### WHAT TO PRODUCE
Gather the lines below that include the string "Frost", copying each in full.

### DATA FOR THIS EXERCISE

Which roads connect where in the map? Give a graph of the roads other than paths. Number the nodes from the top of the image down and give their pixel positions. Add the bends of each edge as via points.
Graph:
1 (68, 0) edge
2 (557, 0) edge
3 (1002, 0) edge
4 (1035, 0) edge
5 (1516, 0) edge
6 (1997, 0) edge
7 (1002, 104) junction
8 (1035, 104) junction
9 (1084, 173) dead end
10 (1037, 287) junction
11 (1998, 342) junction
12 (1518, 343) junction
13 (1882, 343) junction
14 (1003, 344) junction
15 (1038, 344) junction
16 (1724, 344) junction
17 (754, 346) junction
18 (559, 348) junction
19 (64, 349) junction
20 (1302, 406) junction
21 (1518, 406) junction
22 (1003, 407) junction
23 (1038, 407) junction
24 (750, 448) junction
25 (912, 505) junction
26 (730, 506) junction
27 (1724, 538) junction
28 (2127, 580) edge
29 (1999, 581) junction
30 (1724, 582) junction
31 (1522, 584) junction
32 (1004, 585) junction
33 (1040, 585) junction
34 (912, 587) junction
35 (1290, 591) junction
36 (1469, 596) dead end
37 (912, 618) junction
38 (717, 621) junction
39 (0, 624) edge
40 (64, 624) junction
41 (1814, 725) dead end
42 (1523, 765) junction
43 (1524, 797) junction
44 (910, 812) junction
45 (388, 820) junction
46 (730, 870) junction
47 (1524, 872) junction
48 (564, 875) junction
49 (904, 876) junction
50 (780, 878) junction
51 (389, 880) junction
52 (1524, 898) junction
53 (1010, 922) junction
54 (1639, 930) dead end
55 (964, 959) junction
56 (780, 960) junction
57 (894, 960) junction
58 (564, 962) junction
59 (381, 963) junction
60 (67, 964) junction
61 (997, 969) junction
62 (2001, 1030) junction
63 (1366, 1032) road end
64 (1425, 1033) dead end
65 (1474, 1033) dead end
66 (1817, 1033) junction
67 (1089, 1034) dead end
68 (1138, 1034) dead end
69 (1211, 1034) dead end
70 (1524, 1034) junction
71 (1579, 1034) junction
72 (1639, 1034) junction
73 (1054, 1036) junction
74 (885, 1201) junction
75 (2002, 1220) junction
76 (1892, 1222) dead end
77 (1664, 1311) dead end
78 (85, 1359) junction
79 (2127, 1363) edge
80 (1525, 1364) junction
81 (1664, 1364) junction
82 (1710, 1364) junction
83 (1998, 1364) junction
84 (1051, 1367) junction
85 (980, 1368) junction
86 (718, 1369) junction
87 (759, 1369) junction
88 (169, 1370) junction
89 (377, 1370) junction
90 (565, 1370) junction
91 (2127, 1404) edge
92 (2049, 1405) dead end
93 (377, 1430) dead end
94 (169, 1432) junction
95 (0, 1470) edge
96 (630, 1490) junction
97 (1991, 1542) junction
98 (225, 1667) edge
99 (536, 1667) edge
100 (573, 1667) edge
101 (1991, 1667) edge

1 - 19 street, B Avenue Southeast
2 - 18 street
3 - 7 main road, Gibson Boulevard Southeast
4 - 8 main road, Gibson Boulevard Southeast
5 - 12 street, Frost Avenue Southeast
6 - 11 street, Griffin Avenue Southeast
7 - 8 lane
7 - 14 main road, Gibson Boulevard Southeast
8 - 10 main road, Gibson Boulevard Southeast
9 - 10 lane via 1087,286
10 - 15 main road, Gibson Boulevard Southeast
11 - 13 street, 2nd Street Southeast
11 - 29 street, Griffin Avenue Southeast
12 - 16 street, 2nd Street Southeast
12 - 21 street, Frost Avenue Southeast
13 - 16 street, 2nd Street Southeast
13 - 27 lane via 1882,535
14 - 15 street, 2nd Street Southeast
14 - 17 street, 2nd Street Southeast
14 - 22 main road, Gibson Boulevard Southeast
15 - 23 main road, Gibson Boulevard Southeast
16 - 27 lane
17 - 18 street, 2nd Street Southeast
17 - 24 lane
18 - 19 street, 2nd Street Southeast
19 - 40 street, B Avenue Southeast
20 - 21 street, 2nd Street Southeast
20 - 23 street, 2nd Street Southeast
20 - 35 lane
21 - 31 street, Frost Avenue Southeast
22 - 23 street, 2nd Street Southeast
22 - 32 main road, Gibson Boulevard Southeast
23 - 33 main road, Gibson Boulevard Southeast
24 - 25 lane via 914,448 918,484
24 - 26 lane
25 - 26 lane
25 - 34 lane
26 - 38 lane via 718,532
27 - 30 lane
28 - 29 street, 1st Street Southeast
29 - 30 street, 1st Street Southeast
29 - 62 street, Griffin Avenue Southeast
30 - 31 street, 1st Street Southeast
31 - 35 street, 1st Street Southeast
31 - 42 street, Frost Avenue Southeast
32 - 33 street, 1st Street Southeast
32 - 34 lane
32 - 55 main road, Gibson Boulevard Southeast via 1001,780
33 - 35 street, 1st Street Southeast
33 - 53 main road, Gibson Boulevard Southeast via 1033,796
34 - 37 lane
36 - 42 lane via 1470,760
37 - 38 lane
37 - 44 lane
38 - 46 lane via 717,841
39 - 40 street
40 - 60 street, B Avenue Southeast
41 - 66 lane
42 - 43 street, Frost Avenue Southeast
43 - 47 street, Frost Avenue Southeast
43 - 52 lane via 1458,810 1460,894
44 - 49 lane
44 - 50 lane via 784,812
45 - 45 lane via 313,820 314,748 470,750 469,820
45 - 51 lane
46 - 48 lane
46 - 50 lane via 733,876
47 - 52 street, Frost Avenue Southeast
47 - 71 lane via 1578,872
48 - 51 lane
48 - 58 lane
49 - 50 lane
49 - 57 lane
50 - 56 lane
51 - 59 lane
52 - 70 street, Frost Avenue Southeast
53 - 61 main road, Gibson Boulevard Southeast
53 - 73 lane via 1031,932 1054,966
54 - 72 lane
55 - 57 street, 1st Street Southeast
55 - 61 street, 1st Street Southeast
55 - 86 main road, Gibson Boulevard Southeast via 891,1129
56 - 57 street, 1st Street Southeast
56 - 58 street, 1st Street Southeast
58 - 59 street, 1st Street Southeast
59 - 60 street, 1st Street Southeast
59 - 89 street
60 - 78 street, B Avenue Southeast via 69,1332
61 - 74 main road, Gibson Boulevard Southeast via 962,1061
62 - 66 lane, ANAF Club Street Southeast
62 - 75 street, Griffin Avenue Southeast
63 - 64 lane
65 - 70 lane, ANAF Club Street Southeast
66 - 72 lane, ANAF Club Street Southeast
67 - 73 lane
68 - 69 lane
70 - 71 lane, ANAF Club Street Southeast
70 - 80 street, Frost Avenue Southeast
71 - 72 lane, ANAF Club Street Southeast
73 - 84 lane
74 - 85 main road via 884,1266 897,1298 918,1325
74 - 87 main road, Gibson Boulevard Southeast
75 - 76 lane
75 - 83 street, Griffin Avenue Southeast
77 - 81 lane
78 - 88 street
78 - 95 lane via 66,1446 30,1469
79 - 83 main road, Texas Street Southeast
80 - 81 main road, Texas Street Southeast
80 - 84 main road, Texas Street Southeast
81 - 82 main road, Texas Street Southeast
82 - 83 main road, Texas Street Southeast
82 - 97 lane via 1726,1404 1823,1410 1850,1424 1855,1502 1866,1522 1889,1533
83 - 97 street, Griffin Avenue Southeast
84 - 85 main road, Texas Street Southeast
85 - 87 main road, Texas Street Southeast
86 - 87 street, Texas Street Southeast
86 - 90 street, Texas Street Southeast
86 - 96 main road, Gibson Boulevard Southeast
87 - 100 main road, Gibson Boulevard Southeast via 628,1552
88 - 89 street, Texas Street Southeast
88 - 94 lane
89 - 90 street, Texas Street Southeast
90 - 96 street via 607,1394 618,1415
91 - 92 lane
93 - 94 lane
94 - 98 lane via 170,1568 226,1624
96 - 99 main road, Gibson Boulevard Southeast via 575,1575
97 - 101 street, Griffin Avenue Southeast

### RESPONSE TO THIS TASK
5 - 12 street, Frost Avenue Southeast
12 - 21 street, Frost Avenue Southeast
21 - 31 street, Frost Avenue Southeast
31 - 42 street, Frost Avenue Southeast
42 - 43 street, Frost Avenue Southeast
43 - 47 street, Frost Avenue Southeast
47 - 52 street, Frost Avenue Southeast
52 - 70 street, Frost Avenue Southeast
70 - 80 street, Frost Avenue Southeast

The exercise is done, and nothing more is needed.